### What the task asks
Omit the pictures, then write out every entry exactly as it reads.

Extracted records
__________
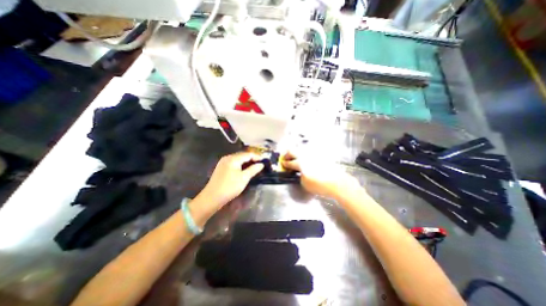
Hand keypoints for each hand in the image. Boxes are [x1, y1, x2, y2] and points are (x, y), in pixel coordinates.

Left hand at [199, 153, 263, 207]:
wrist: (212, 197)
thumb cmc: (230, 187)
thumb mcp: (244, 178)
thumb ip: (253, 169)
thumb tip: (261, 164)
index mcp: (233, 158)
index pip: (248, 154)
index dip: (257, 157)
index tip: (264, 161)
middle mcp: (227, 158)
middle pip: (242, 155)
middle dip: (252, 159)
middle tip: (260, 164)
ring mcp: (223, 162)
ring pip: (238, 160)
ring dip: (247, 162)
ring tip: (254, 167)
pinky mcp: (221, 168)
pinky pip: (234, 163)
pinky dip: (241, 165)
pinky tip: (244, 170)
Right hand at [281, 152, 360, 198]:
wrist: (337, 183)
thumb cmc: (319, 185)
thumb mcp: (305, 183)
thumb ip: (300, 176)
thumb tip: (300, 172)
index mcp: (300, 162)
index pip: (290, 162)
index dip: (285, 163)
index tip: (282, 163)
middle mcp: (306, 156)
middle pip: (293, 150)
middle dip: (287, 154)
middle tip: (286, 158)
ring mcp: (314, 155)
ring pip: (301, 150)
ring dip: (296, 154)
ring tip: (295, 159)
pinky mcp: (320, 156)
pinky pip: (309, 153)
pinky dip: (305, 156)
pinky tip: (306, 161)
__________
### Written answer
Hand keypoints for each hand in the image. Boxes are [x1, y1, x2, y2] and points are (x, y), in pixel coordinates.

Left hand at [199, 153, 263, 207]:
wrist: (212, 197)
thumb cmc: (230, 187)
thumb mcp: (244, 178)
thumb ip: (253, 169)
thumb tip: (261, 164)
index mcp: (233, 158)
index pip: (248, 154)
index dip: (257, 157)
index tip: (264, 161)
middle mcp: (227, 158)
middle pip: (242, 155)
middle dip: (252, 159)
middle tip: (260, 164)
ring mcp: (223, 162)
ring pip: (238, 160)
ring dip: (247, 162)
ring tip: (254, 167)
pinky mcp: (221, 168)
pinky pip: (234, 163)
pinky dip: (241, 165)
pinky tip: (244, 170)
Right hand at [281, 152, 360, 198]:
wrist: (337, 183)
thumb cmc: (319, 185)
thumb mcp: (305, 183)
thumb ip: (300, 176)
thumb tip: (300, 172)
index mcp: (300, 162)
index pip: (290, 162)
index dip: (285, 163)
index tip: (282, 163)
middle mcp: (306, 156)
middle pip: (293, 150)
middle dip: (287, 154)
middle tip: (286, 158)
ring mcp: (314, 155)
ring pip: (301, 150)
ring dip: (296, 154)
ring tip: (295, 159)
pinky mcp: (320, 156)
pinky pip: (309, 153)
pinky dip: (305, 156)
pinky tip: (306, 161)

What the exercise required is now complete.